*** Block opens ***

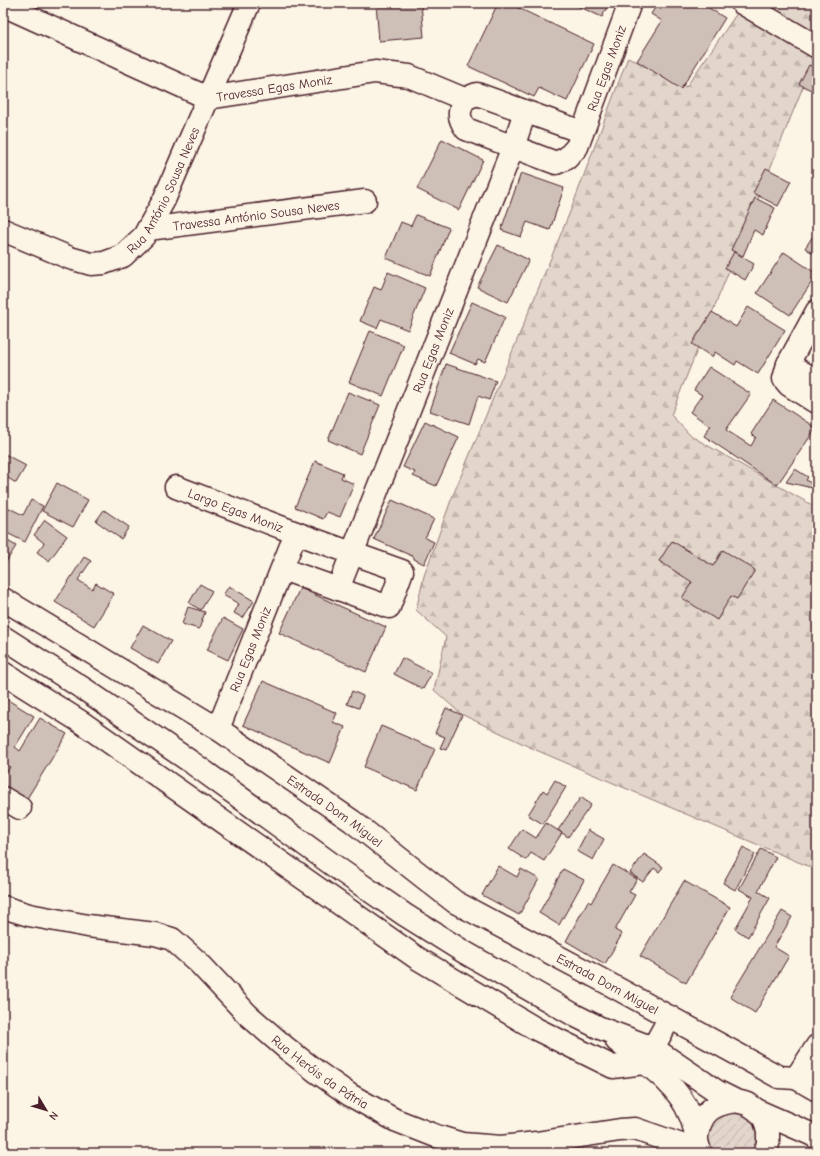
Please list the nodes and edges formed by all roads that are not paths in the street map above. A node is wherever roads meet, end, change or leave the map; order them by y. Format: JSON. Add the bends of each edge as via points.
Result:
{"nodes":[{"id":1,"x":249,"y":3,"type":"edge"},
{"id":2,"x":630,"y":3,"type":"edge"},
{"id":3,"x":742,"y":3,"type":"edge"},
{"id":4,"x":3,"y":5,"type":"edge"},
{"id":5,"x":817,"y":47,"type":"edge"},
{"id":6,"x":208,"y":98,"type":"junction"},
{"id":7,"x":464,"y":99,"type":"junction"},
{"id":8,"x":525,"y":112,"type":"junction"},
{"id":9,"x":582,"y":132,"type":"junction"},
{"id":10,"x":513,"y":147,"type":"junction"},
{"id":11,"x":365,"y":201,"type":"dead end"},
{"id":12,"x":148,"y":229,"type":"junction"},
{"id":13,"x":3,"y":230,"type":"edge"},
{"id":14,"x":817,"y":311,"type":"edge"},
{"id":15,"x":788,"y":364,"type":"junction"},
{"id":16,"x":817,"y":381,"type":"edge"},
{"id":17,"x":817,"y":401,"type":"edge"},
{"id":18,"x":176,"y":487,"type":"dead end"},
{"id":19,"x":296,"y":533,"type":"junction"},
{"id":20,"x":352,"y":553,"type":"junction"},
{"id":21,"x":282,"y":569,"type":"junction"},
{"id":22,"x":338,"y":590,"type":"junction"},
{"id":23,"x":3,"y":599,"type":"edge"},
{"id":24,"x":3,"y":637,"type":"edge"},
{"id":25,"x":3,"y":673,"type":"edge"},
{"id":26,"x":218,"y":729,"type":"junction"},
{"id":27,"x":3,"y":907,"type":"edge"},
{"id":28,"x":670,"y":1017,"type":"junction"},
{"id":29,"x":817,"y":1046,"type":"edge"},
{"id":30,"x":648,"y":1055,"type":"junction"},
{"id":31,"x":796,"y":1078,"type":"junction"},
{"id":32,"x":817,"y":1090,"type":"edge"},
{"id":33,"x":736,"y":1101,"type":"junction"},
{"id":34,"x":758,"y":1111,"type":"junction"},
{"id":35,"x":817,"y":1138,"type":"edge"},
{"id":36,"x":698,"y":1147,"type":"edge"},
{"id":37,"x":765,"y":1153,"type":"edge"}],
"edges":[{"from":1,"to":6,"type":"street","name":"Rua António Sousa Neves"},
{"from":2,"to":9,"type":"street","name":"Rua Egas Moniz"},
{"from":3,"to":5,"type":"street"},
{"from":4,"to":6,"type":"street","name":"Travessa Egas Moniz"},
{"from":6,"to":7,"type":"street","name":"Travessa Egas Moniz","via":[[375,72],[409,76]]},
{"from":6,"to":12,"type":"street","name":"Rua António Sousa Neves","via":[[164,200]]},
{"from":7,"to":8,"type":"street","via":[[477,94]]},
{"from":7,"to":10,"type":"street","name":"Rua Egas Moniz","via":[[459,112],[460,121],[466,129]]},
{"from":8,"to":9,"type":"street"},
{"from":8,"to":10,"type":"street","name":"Rua Egas Moniz"},
{"from":9,"to":10,"type":"street","name":"Rua Egas Moniz","via":[[577,146],[567,158],[556,163]]},
{"from":10,"to":20,"type":"street","name":"Rua Egas Moniz"},
{"from":11,"to":12,"type":"street","name":"Travessa António Sousa Neves"},
{"from":12,"to":13,"type":"street","name":"Rua António Sousa Neves","via":[[123,256],[104,263],[91,264]]},
{"from":14,"to":15,"type":"street"},
{"from":15,"to":16,"type":"street"},
{"from":15,"to":17,"type":"street","via":[[784,379],[789,385]]},
{"from":18,"to":19,"type":"street","name":"Largo Egas Moniz"},
{"from":19,"to":20,"type":"street"},
{"from":19,"to":21,"type":"street","name":"Rua Egas Moniz"},
{"from":20,"to":22,"type":"street","name":"Rua Egas Moniz"},
{"from":20,"to":22,"type":"street","via":[[402,571],[389,607]]},
{"from":21,"to":22,"type":"street"},
{"from":21,"to":26,"type":"street","name":"Rua Egas Moniz"},
{"from":23,"to":26,"type":"street","name":"Estrada Dom Miguel"},
{"from":24,"to":30,"type":"street","via":[[99,698],[405,915],[516,983]]},
{"from":25,"to":30,"type":"street","via":[[81,722],[423,962],[536,1029],[613,1067]]},
{"from":26,"to":28,"type":"street","name":"Estrada Dom Miguel","via":[[352,821],[455,902]]},
{"from":27,"to":36,"type":"street","name":"Rua Heróis da Pátria","via":[[29,916],[155,934],[172,939],[199,963],[248,1015],[317,1072],[350,1095],[395,1120],[436,1136],[462,1144],[501,1147],[635,1129],[684,1144],[691,1141]]},
{"from":28,"to":30,"type":"street","name":"Estrada Dom Miguel"},
{"from":28,"to":31,"type":"street","name":"Estrada Dom Miguel","via":[[779,1077]]},
{"from":29,"to":31,"type":"street"},
{"from":30,"to":33,"type":"street"},
{"from":30,"to":36,"type":"street","via":[[679,1095],[690,1114]]},
{"from":31,"to":32,"type":"street"},
{"from":33,"to":34,"type":"street","via":[[748,1104]]},
{"from":33,"to":36,"type":"street","via":[[713,1106],[705,1114],[699,1124]]},
{"from":34,"to":35,"type":"street"},
{"from":34,"to":37,"type":"street","via":[[765,1120],[768,1132]]}]}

*** Block closes ***

● Exercise details:
Drop the images and return the data verbatim.

● Answer section:
Please list the nodes and edges formed by all roads that are not paths in the street map above. A node is wherever roads meet, end, change or leave the map; order them by y. Format: JSON. Add the bends of each edge as via points.
Result:
{"nodes":[{"id":1,"x":249,"y":3,"type":"edge"},
{"id":2,"x":630,"y":3,"type":"edge"},
{"id":3,"x":742,"y":3,"type":"edge"},
{"id":4,"x":3,"y":5,"type":"edge"},
{"id":5,"x":817,"y":47,"type":"edge"},
{"id":6,"x":208,"y":98,"type":"junction"},
{"id":7,"x":464,"y":99,"type":"junction"},
{"id":8,"x":525,"y":112,"type":"junction"},
{"id":9,"x":582,"y":132,"type":"junction"},
{"id":10,"x":513,"y":147,"type":"junction"},
{"id":11,"x":365,"y":201,"type":"dead end"},
{"id":12,"x":148,"y":229,"type":"junction"},
{"id":13,"x":3,"y":230,"type":"edge"},
{"id":14,"x":817,"y":311,"type":"edge"},
{"id":15,"x":788,"y":364,"type":"junction"},
{"id":16,"x":817,"y":381,"type":"edge"},
{"id":17,"x":817,"y":401,"type":"edge"},
{"id":18,"x":176,"y":487,"type":"dead end"},
{"id":19,"x":296,"y":533,"type":"junction"},
{"id":20,"x":352,"y":553,"type":"junction"},
{"id":21,"x":282,"y":569,"type":"junction"},
{"id":22,"x":338,"y":590,"type":"junction"},
{"id":23,"x":3,"y":599,"type":"edge"},
{"id":24,"x":3,"y":637,"type":"edge"},
{"id":25,"x":3,"y":673,"type":"edge"},
{"id":26,"x":218,"y":729,"type":"junction"},
{"id":27,"x":3,"y":907,"type":"edge"},
{"id":28,"x":670,"y":1017,"type":"junction"},
{"id":29,"x":817,"y":1046,"type":"edge"},
{"id":30,"x":648,"y":1055,"type":"junction"},
{"id":31,"x":796,"y":1078,"type":"junction"},
{"id":32,"x":817,"y":1090,"type":"edge"},
{"id":33,"x":736,"y":1101,"type":"junction"},
{"id":34,"x":758,"y":1111,"type":"junction"},
{"id":35,"x":817,"y":1138,"type":"edge"},
{"id":36,"x":698,"y":1147,"type":"edge"},
{"id":37,"x":765,"y":1153,"type":"edge"}],
"edges":[{"from":1,"to":6,"type":"street","name":"Rua António Sousa Neves"},
{"from":2,"to":9,"type":"street","name":"Rua Egas Moniz"},
{"from":3,"to":5,"type":"street"},
{"from":4,"to":6,"type":"street","name":"Travessa Egas Moniz"},
{"from":6,"to":7,"type":"street","name":"Travessa Egas Moniz","via":[[375,72],[409,76]]},
{"from":6,"to":12,"type":"street","name":"Rua António Sousa Neves","via":[[164,200]]},
{"from":7,"to":8,"type":"street","via":[[477,94]]},
{"from":7,"to":10,"type":"street","name":"Rua Egas Moniz","via":[[459,112],[460,121],[466,129]]},
{"from":8,"to":9,"type":"street"},
{"from":8,"to":10,"type":"street","name":"Rua Egas Moniz"},
{"from":9,"to":10,"type":"street","name":"Rua Egas Moniz","via":[[577,146],[567,158],[556,163]]},
{"from":10,"to":20,"type":"street","name":"Rua Egas Moniz"},
{"from":11,"to":12,"type":"street","name":"Travessa António Sousa Neves"},
{"from":12,"to":13,"type":"street","name":"Rua António Sousa Neves","via":[[123,256],[104,263],[91,264]]},
{"from":14,"to":15,"type":"street"},
{"from":15,"to":16,"type":"street"},
{"from":15,"to":17,"type":"street","via":[[784,379],[789,385]]},
{"from":18,"to":19,"type":"street","name":"Largo Egas Moniz"},
{"from":19,"to":20,"type":"street"},
{"from":19,"to":21,"type":"street","name":"Rua Egas Moniz"},
{"from":20,"to":22,"type":"street","name":"Rua Egas Moniz"},
{"from":20,"to":22,"type":"street","via":[[402,571],[389,607]]},
{"from":21,"to":22,"type":"street"},
{"from":21,"to":26,"type":"street","name":"Rua Egas Moniz"},
{"from":23,"to":26,"type":"street","name":"Estrada Dom Miguel"},
{"from":24,"to":30,"type":"street","via":[[99,698],[405,915],[516,983]]},
{"from":25,"to":30,"type":"street","via":[[81,722],[423,962],[536,1029],[613,1067]]},
{"from":26,"to":28,"type":"street","name":"Estrada Dom Miguel","via":[[352,821],[455,902]]},
{"from":27,"to":36,"type":"street","name":"Rua Heróis da Pátria","via":[[29,916],[155,934],[172,939],[199,963],[248,1015],[317,1072],[350,1095],[395,1120],[436,1136],[462,1144],[501,1147],[635,1129],[684,1144],[691,1141]]},
{"from":28,"to":30,"type":"street","name":"Estrada Dom Miguel"},
{"from":28,"to":31,"type":"street","name":"Estrada Dom Miguel","via":[[779,1077]]},
{"from":29,"to":31,"type":"street"},
{"from":30,"to":33,"type":"street"},
{"from":30,"to":36,"type":"street","via":[[679,1095],[690,1114]]},
{"from":31,"to":32,"type":"street"},
{"from":33,"to":34,"type":"street","via":[[748,1104]]},
{"from":33,"to":36,"type":"street","via":[[713,1106],[705,1114],[699,1124]]},
{"from":34,"to":35,"type":"street"},
{"from":34,"to":37,"type":"street","via":[[765,1120],[768,1132]]}]}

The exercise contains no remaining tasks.